▶ **Problem details**
Filter the records down to the lines that hold the word "leave", and copy each of those lines.

▶ **Collected data**

◆ ◆ ◆ ◆ ◆ ◆ ◆

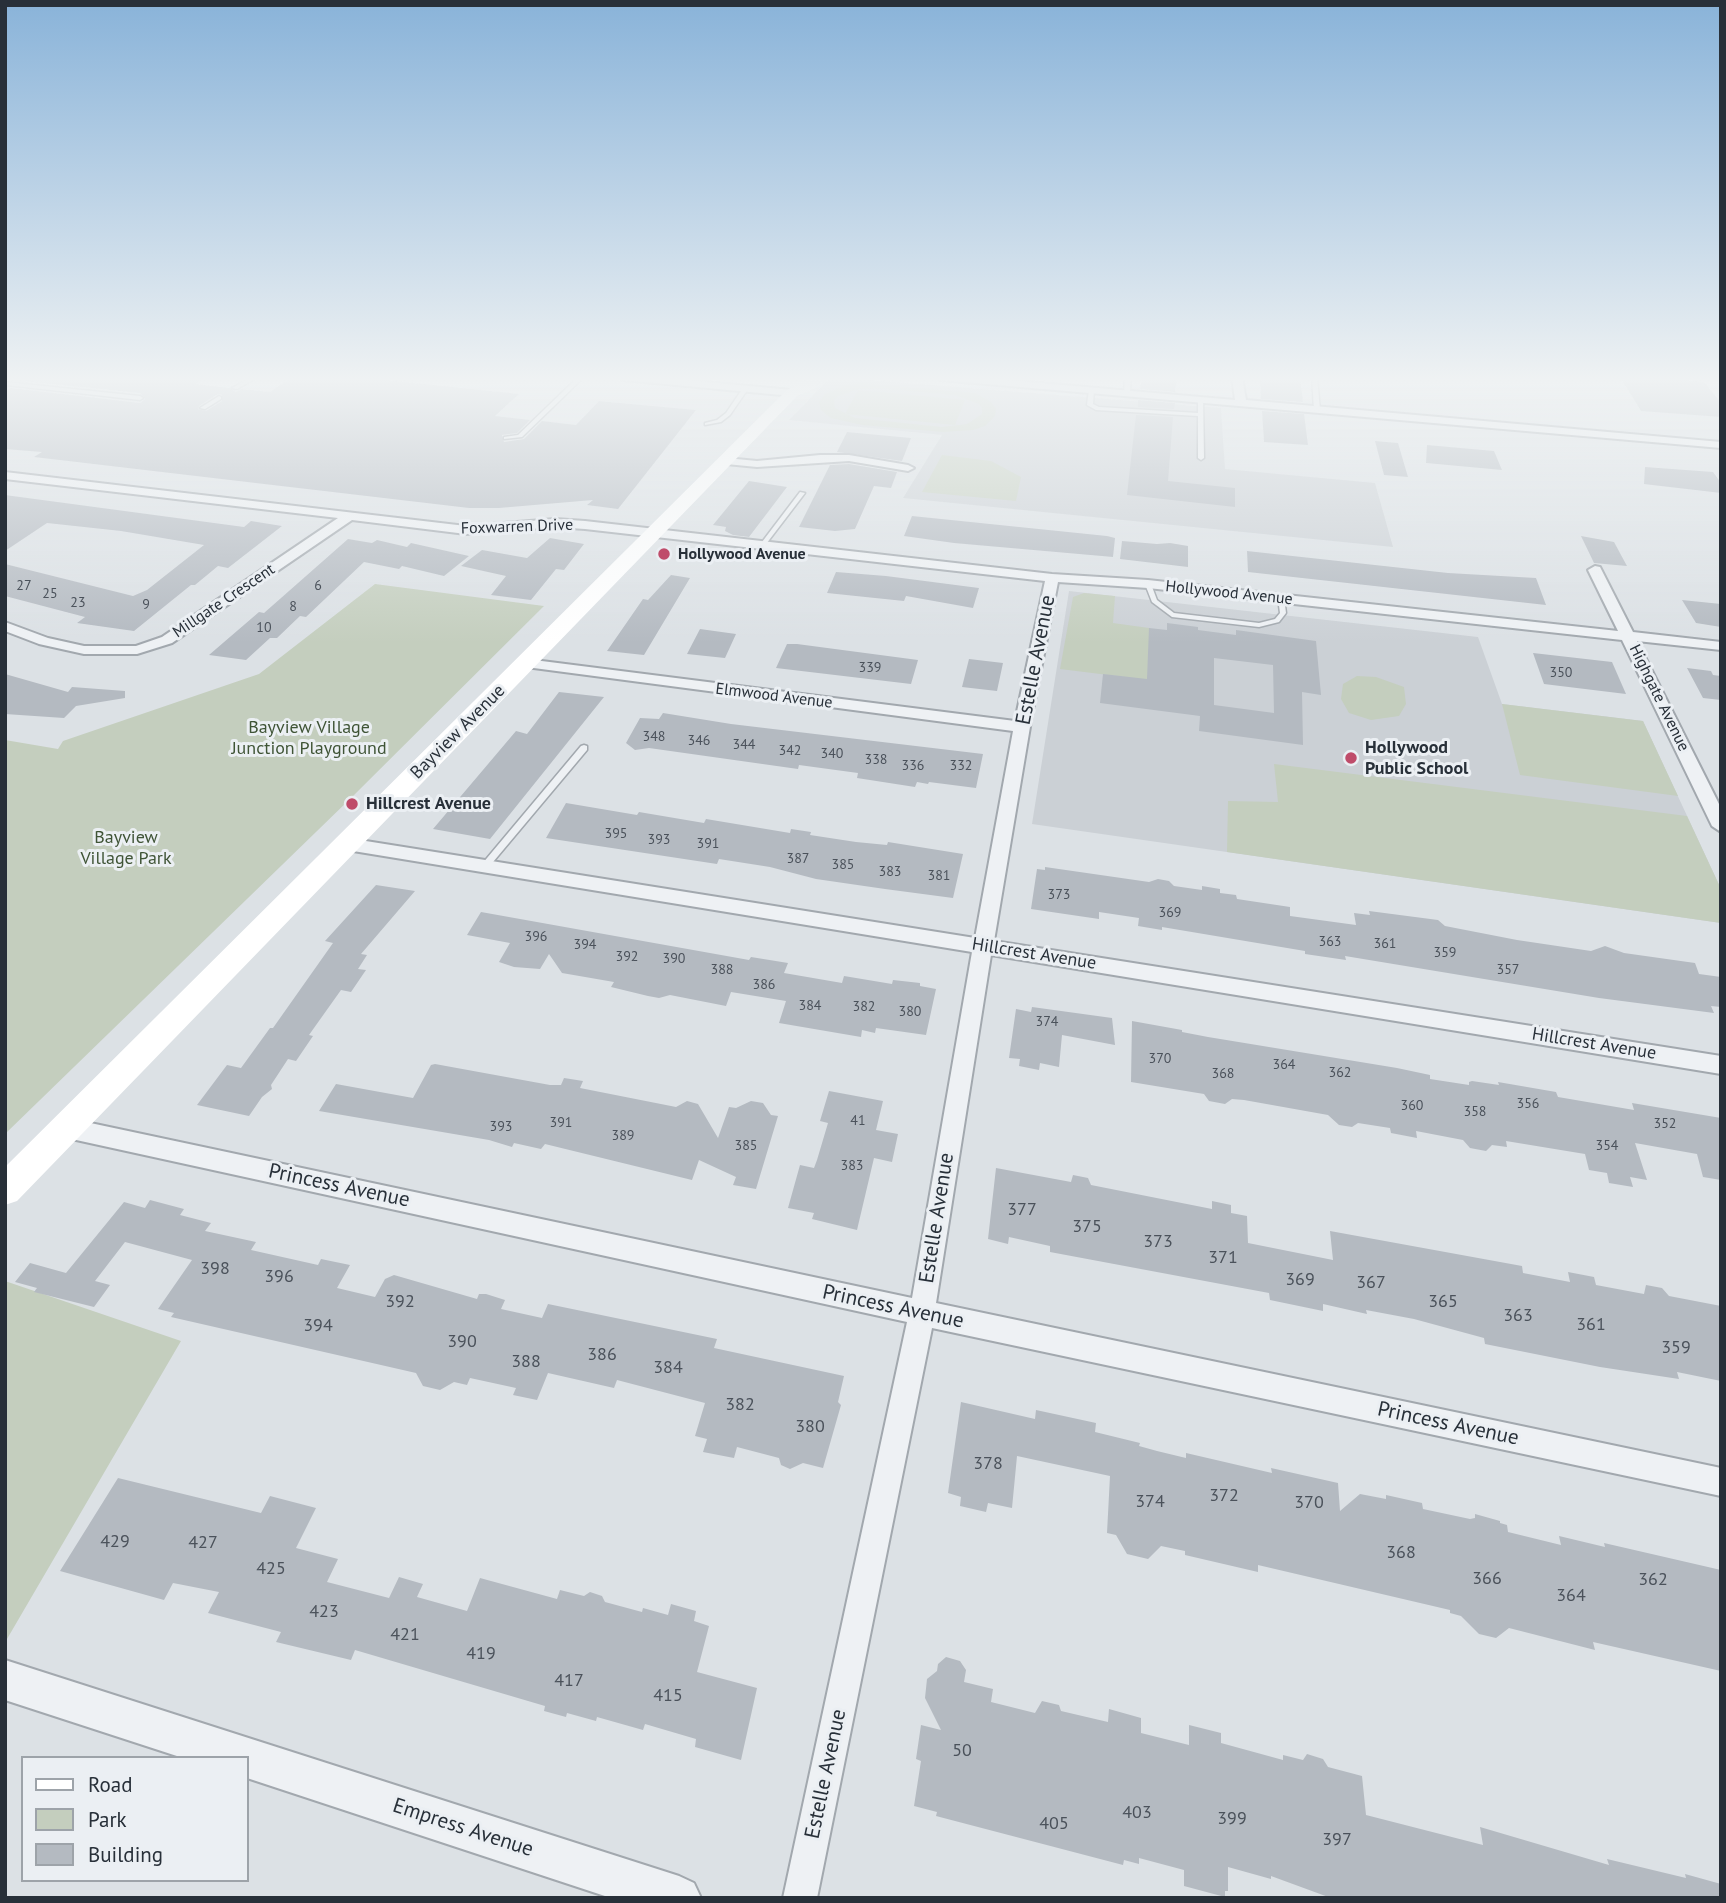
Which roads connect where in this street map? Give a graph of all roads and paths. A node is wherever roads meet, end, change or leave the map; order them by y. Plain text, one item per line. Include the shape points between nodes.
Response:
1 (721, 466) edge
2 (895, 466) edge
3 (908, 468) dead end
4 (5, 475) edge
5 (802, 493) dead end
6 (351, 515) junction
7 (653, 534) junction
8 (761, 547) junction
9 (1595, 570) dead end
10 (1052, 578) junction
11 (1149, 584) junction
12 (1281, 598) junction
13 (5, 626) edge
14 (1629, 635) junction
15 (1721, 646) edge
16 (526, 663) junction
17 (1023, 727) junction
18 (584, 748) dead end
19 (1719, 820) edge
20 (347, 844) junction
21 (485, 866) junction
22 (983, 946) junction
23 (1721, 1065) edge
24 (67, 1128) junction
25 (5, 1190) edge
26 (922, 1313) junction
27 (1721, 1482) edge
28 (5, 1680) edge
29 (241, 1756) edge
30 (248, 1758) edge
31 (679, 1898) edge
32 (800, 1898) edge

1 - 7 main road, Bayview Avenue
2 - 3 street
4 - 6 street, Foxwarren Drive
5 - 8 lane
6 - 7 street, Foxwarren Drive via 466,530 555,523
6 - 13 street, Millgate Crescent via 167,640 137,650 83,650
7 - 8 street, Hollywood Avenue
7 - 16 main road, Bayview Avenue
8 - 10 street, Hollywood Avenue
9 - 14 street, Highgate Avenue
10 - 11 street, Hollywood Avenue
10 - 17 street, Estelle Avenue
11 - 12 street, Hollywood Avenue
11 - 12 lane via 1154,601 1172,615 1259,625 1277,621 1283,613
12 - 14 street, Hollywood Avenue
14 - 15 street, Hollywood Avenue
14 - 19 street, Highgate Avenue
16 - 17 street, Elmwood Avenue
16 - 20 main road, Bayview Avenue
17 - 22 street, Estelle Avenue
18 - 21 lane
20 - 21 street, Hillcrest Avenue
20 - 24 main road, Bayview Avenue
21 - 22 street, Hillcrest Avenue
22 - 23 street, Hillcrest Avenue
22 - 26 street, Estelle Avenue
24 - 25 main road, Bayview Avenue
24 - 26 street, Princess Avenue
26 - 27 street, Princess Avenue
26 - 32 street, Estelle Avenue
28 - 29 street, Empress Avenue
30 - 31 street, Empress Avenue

◆ ◆ ◆ ◆ ◆ ◆ ◆

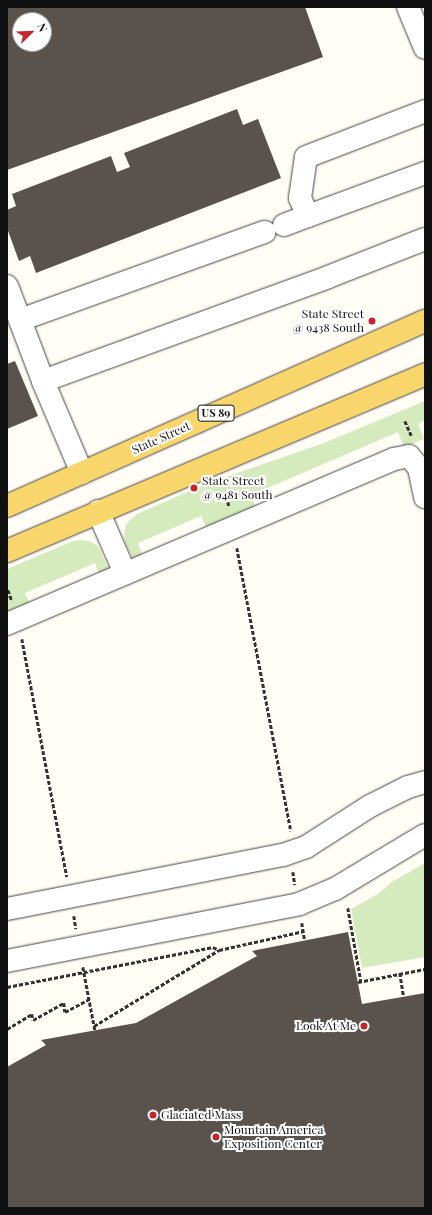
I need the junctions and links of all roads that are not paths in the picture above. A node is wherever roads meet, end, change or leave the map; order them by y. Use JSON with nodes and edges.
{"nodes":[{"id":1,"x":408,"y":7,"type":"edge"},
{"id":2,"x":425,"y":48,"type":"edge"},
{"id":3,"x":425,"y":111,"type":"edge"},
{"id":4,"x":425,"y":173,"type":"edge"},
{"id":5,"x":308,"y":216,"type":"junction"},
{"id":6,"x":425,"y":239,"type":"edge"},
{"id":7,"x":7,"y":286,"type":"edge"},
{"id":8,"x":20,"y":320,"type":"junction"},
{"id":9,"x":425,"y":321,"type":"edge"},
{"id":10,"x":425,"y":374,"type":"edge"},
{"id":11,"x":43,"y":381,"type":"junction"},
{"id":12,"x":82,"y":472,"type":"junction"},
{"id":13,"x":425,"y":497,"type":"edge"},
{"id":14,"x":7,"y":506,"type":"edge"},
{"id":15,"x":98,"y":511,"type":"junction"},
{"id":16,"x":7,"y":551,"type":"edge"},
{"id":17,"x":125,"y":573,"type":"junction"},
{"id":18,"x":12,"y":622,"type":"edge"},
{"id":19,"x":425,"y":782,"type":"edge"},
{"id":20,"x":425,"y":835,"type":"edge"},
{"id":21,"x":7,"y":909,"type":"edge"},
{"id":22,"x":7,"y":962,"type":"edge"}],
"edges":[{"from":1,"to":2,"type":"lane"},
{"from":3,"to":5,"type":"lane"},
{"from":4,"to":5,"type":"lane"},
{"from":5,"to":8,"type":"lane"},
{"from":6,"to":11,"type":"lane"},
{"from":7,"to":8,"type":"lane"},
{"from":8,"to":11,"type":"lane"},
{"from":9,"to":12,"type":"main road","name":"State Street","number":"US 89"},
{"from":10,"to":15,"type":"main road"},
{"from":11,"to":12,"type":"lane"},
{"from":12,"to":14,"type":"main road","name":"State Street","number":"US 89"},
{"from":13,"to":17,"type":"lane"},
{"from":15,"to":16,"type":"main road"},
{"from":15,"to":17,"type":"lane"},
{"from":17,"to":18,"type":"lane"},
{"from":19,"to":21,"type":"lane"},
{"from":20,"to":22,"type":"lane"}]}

◆ ◆ ◆ ◆ ◆ ◆ ◆

▶ **Task solution**
Which roads connect where in this street map? Give a graph of all roads and paths. A node is wherever roads meet, end, change or leave the map; order them by y. Plain text, one item per line. Include the shape points between nodes.
I need the junctions and links of all roads that are not paths in the picture above. A node is wherever roads meet, end, change or leave the map; order them by y. Use JSON with nodes and edges.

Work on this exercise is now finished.